In its 14th year, the UO’s Sustainable City Year Program is partnering with the city of Sisters, an Oregon community east of the Cascades.
Part of the UO Sustainable Cities Institute established in 2009, Sustainable City Year partnerships connect University of Oregon students across campus with local communities. Selected cities receive expertise in sustainable planning to improve the community, while students get hands-on experience and preparation for public-service oriented careers. This fall, three classes in the College of Design’s School of Planning, Public Policy and Management are focusing on Sisters.
Located at the foot of the Cascades mountains in Central Oregon, Sisters offers stunning natural surroundings, year-round recreational opportunities, and a vibrant local economy. With a population of more than 3,000, the city is also experiencing significant growth.
Using site-based planning and design proposals, graduate students in the community and regional planning classes will envision future uses for an elementary school in Sisters that will be vacated once a new school is built at a different location.
“One fantastic, and very unique, aspect of the fall project is that three different public entities are engaging around the same redevelopment site: the city of Sisters, Sisters School District and Sisters Parks and Recreation District,” said Megan Banks, an instructor in the School of Planning, Public Policy and Management and director of the Sustainable City Year Program.
Throughout the year, students will have the opportunity to work on a variety of projects, from alternatives to fund affordable housing to envisioning future options for the existing elementary school site.
“Students will get a firsthand look into the complexity of local decision-making even as they put together their forward-looking ideas,” Banks said.
A virtual open house is posted online, and winter and spring term courses also will be added throughout the year as project and course matches are made.

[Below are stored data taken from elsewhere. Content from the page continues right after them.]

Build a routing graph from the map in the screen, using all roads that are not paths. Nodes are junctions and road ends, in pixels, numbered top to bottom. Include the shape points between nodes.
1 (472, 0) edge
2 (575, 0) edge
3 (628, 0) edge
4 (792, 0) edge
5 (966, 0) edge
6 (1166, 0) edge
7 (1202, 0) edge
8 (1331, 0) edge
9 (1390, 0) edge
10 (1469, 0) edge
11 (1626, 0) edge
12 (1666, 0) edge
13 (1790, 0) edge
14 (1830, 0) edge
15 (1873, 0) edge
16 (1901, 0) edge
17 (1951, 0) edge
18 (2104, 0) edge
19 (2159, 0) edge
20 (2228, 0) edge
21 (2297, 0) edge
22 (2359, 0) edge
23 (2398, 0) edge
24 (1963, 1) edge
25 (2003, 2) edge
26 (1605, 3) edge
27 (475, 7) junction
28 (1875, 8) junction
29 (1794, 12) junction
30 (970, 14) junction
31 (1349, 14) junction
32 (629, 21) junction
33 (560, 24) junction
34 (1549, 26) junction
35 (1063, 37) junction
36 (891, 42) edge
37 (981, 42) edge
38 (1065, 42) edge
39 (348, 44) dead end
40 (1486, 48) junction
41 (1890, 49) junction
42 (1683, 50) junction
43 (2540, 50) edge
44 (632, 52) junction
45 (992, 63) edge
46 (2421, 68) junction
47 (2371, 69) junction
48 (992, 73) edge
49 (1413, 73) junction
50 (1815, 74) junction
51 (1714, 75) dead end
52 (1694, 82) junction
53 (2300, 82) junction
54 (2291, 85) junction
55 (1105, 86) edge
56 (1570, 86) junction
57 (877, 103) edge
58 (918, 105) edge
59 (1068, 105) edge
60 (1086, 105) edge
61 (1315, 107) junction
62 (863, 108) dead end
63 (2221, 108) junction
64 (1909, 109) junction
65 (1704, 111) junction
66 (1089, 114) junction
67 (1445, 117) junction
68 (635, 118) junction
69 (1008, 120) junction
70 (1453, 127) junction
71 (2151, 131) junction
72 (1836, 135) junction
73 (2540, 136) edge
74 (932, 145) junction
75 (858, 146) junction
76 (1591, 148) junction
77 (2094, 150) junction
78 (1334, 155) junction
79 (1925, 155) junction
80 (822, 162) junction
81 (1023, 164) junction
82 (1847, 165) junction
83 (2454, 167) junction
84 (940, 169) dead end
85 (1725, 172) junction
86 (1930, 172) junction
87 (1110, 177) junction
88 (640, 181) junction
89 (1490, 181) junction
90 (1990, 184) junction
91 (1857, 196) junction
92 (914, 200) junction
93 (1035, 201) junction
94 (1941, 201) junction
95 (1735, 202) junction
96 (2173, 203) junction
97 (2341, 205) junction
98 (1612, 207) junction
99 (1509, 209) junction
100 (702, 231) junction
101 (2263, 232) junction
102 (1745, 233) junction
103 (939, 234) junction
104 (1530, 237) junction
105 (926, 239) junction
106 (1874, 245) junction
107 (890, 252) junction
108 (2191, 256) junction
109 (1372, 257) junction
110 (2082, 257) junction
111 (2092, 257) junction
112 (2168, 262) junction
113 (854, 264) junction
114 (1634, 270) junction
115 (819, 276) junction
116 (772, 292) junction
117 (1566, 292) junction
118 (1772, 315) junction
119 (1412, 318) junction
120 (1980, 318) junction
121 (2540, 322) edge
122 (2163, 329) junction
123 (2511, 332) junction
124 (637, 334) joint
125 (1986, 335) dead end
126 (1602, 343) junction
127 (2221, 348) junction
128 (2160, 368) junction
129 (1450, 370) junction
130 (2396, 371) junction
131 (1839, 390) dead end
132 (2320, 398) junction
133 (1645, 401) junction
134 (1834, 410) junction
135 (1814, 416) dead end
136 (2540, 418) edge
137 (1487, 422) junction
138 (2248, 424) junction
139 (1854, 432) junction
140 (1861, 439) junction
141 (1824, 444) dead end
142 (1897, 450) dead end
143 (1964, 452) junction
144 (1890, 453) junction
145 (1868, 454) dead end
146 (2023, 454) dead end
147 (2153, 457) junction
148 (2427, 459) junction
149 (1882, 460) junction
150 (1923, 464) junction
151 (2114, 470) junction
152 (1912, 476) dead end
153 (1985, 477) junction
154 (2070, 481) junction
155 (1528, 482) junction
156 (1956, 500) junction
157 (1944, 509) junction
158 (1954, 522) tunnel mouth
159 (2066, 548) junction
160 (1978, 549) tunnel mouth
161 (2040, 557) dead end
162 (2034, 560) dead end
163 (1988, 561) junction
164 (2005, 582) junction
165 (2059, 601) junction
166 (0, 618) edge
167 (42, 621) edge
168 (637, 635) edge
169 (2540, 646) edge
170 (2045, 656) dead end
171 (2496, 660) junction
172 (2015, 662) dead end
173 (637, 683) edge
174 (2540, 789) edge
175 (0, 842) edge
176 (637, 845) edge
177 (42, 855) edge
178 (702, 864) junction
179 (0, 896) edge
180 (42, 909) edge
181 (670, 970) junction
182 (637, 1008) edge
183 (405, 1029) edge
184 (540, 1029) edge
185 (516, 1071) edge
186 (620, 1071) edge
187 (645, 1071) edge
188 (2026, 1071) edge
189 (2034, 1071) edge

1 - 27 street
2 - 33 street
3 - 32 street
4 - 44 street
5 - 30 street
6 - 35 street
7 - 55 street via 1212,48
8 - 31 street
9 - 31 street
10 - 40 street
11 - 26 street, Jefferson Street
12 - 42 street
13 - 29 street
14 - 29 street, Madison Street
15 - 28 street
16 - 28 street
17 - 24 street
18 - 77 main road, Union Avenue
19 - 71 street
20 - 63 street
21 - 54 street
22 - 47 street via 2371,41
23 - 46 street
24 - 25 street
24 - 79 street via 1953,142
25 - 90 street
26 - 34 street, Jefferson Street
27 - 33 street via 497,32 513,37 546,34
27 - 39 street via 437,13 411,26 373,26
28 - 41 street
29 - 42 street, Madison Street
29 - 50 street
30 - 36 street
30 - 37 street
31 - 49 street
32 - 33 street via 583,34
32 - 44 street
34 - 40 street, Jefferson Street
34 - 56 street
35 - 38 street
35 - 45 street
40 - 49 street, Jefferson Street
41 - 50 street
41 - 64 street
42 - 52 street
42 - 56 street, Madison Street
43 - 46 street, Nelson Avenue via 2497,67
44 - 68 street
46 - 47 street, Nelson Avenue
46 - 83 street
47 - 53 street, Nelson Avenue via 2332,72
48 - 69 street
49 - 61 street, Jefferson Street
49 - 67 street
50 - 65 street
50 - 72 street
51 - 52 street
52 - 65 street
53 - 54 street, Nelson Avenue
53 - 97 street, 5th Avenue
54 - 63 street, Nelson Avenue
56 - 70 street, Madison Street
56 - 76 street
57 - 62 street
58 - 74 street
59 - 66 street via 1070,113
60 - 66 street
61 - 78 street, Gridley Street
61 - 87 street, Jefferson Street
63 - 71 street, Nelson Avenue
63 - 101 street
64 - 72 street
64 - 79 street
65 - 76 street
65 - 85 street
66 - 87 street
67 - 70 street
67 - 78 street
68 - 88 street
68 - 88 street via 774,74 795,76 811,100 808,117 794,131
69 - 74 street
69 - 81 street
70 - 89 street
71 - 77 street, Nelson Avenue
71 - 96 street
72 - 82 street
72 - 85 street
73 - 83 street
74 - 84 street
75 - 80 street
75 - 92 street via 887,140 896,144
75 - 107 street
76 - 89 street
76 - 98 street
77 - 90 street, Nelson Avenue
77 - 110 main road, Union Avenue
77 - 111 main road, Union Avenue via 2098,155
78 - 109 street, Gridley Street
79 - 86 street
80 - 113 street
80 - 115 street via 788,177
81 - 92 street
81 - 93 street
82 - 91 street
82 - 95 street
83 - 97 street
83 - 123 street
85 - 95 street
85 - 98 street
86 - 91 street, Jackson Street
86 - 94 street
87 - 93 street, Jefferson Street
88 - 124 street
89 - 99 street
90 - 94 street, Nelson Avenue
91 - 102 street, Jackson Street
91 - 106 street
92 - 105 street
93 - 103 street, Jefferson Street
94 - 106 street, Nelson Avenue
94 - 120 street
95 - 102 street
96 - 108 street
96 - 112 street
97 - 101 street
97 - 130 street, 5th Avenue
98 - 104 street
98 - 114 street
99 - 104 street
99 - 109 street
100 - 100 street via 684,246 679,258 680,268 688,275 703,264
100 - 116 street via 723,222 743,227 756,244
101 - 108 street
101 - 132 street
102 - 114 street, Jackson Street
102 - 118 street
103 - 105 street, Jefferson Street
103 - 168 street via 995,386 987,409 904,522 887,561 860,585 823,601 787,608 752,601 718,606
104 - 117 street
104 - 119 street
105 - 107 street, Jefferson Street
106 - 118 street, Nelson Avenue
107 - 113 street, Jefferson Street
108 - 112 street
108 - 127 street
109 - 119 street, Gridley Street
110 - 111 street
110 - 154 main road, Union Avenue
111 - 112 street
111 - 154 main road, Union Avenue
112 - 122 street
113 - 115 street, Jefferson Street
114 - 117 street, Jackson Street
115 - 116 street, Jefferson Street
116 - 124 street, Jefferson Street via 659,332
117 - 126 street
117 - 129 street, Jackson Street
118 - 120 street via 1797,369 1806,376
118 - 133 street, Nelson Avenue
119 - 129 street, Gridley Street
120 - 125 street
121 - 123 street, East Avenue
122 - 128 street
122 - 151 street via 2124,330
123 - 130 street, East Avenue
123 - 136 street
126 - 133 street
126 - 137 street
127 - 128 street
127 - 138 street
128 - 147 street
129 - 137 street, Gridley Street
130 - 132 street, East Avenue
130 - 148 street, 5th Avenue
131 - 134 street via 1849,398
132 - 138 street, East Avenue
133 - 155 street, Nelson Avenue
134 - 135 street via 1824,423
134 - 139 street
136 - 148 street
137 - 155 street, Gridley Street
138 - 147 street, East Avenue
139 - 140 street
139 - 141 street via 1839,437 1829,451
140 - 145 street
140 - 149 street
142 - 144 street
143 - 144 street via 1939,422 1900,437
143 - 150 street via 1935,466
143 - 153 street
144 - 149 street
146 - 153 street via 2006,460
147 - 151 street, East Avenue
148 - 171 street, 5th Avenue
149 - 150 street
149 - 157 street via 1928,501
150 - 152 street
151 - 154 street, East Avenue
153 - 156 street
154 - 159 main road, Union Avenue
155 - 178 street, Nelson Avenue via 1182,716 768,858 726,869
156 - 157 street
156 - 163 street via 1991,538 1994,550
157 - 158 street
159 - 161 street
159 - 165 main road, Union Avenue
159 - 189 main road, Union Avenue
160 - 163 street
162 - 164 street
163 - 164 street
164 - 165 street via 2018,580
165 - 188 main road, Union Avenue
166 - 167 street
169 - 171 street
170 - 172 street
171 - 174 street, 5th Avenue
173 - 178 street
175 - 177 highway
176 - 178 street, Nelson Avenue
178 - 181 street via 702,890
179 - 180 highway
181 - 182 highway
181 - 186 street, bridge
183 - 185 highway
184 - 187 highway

“Rethinking a site in Sisters requires looking at it through different areas of expertise,” said Marc Schlossberg, a planning, public policy and management professor and co-founder and co-director of the Sustainable Cities Institute. “We are particularly excited that the outputs of city planning students in the fall will be inputs for architecture students in the winter and spring.”
Students kicked off the project Oct. 7 with a visit to Sisters to meet with the partners in person and start the visioning process.
“After visiting the Sisters site, students were both excited and overwhelmed by the opportunity to be of help to the local community,” Banks said, “but one thing was clear to all: They want to honor the community’s values even as students think big with creative, forward-thinking ideas.”
Through applied learning, Sustainable City Year invites the innovation of students and faculty to offer communities unique perspectives and ideas. Communities emerge from the partnerships with increased outreach, expanded breadth of conversation, and cutting-edge solutions, while students have the opportunity to gain real-world experience ahead of entering the public service-oriented workforce.
“This interdisciplinary work is extremely beneficial for the community itself; it gives students an understanding of where their own developing expertise fits, and it’s a good example of the rethinking of higher education embodied in the UO’s new Environment Initiative,” Schlossberg said.
Previous partners in Oregon have included communities as varied in geography and population as Salem, Hermiston, Portland, Medford, Silverton, Springfield, Albany and Gresham.